You'll love Vaughan Williams


----------



## Il Seraglio (Sep 14, 2009)

Sounds as if you like romantic piano music. I'd go for Schubert's late piano sonatas and his Sonata for Arpeggione and Piano. Also Brahms' violin sonatas and cello sonata.

Afraid I haven't heard Gorecki's third symphony. I know he's a minimalist, but I've never really explored that style in depth. Steve Reich's Music for Mallet Instruments, Voice and Organ is pretty good though. I also like Gorecki's Miserere


----------



## Guest (Aug 12, 2010)

Brahms - try his Piano Trio No. 1
Dvorak - start with his symphony No. 9
Mahler - begin with his 1st symphony, but definitely try the 2nd as well


----------



## Chi_townPhilly (Apr 21, 2007)

Siegmund said:


> For a composer whom I can recommend (to) practically anyone - you have just to look at my avatar , Richard Wagner's works I love more than those of any other composer and I highly, highly recommend you getting in to his work, and he's a romantic composer at that.

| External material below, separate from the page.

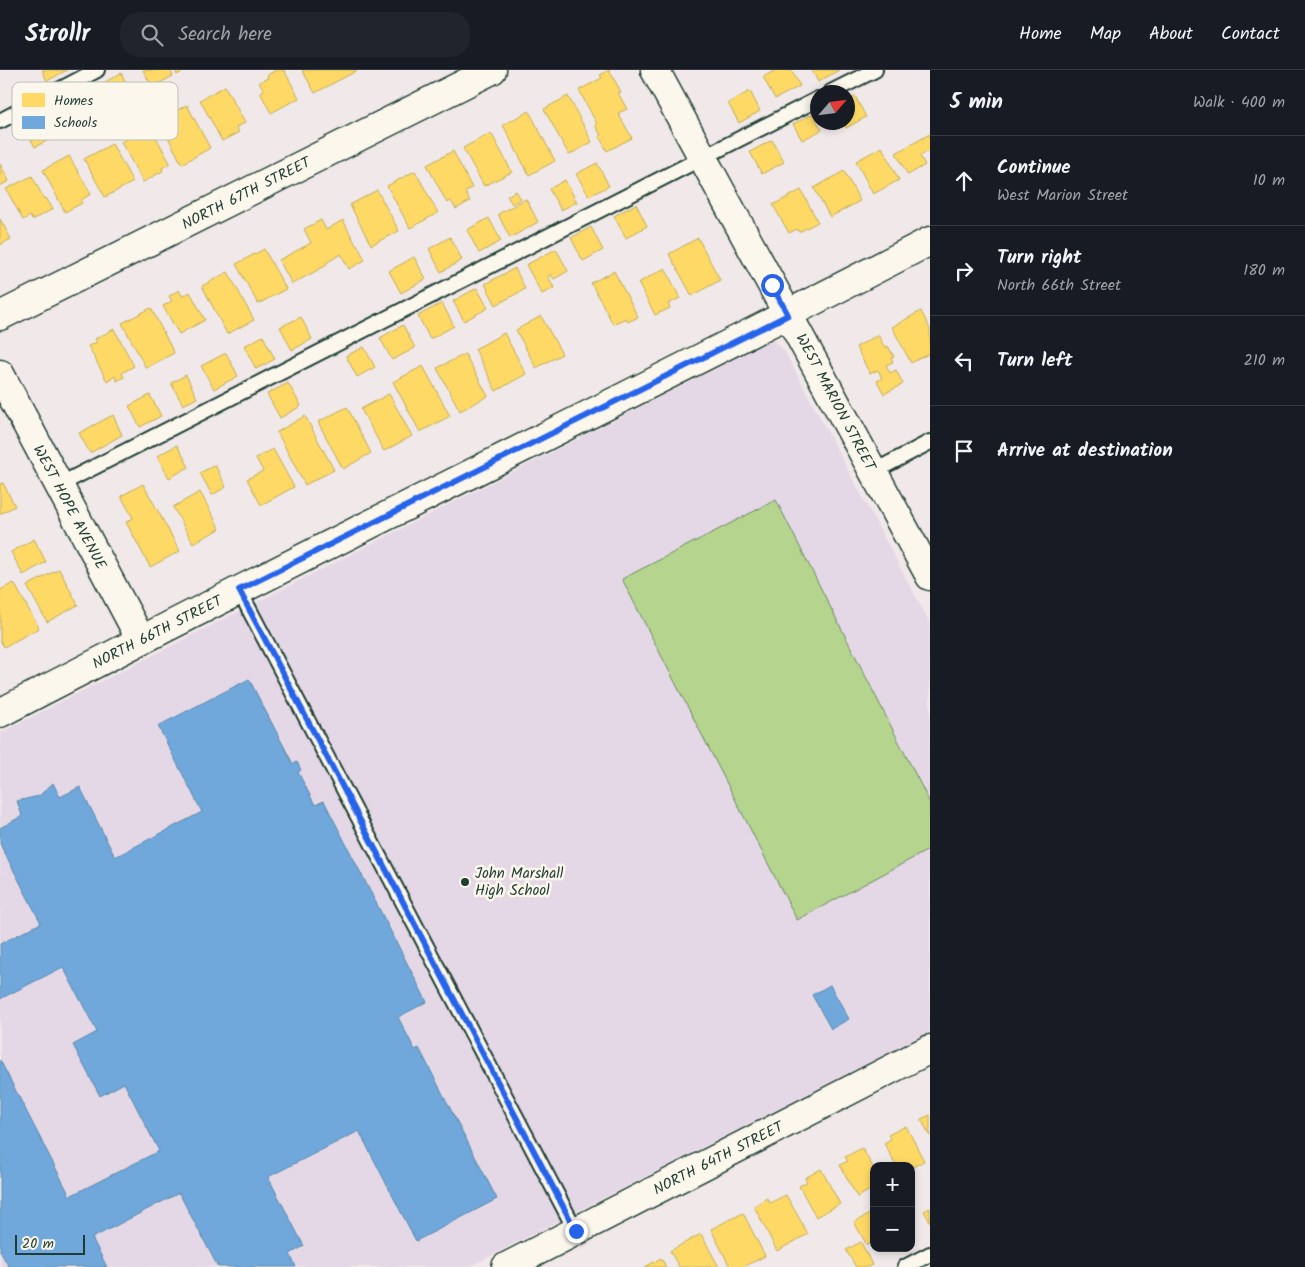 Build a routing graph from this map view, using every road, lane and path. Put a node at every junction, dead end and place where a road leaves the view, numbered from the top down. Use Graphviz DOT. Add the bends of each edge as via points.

Can't disagree with that... but based upon the following statement-


DreamInSong said:


> I love Chopin's Noctures... and most anything Rachmaninoff.


I'd say Tchaikovsky's Piano Concerto #1 is an immediate consideration, as well.


----------



## Argus (Oct 16, 2009)

Schumann's Album fur die Jugend

Tchaikovsky's Детский альбом

Liszt's Album d'un Voyageur

Grieg's Album Blatt

Hopefully I wasn't too literal.


----------



## Weston (Jul 11, 2008)

Try before you buy. Explore the many works available, albeit usually at crummy sound quality, on Youtube -- like this wonderful piano concerto by Anton Rubinstein:


----------



## Conor71 (Feb 19, 2009)

Chopin's Preludes and Ballades are also nice works (all of Chopin is good imo! ), I also like Rach's preludes as well.
For Romantic/Modern I would recommend Arvo Part (Alina, Spiegel, Cantus Benjamin Britten etc.), Sibelius (all Symphonies are good - Symphonies 1 & 2 are the romantic ones) and Tchaikovsky (Try symphonies 4,5 & 6) - Enjoy! .


----------



## Bix (Aug 12, 2010)

Conor71 said:


> Chopin's Preludes and Ballades are also nice works (all of Chopin is good imo! ), I also like Rach's preludes as well.
> For Romantic/Modern I would recommend Arvo Part (Alina, Spiegel, Cantus Benjamin Britten etc.), Sibelius (all Symphonies are good - Symphonies 1 & 2 are the romantic ones) and Tchaikovsky (Try symphonies 4,5 & 6) - Enjoy! .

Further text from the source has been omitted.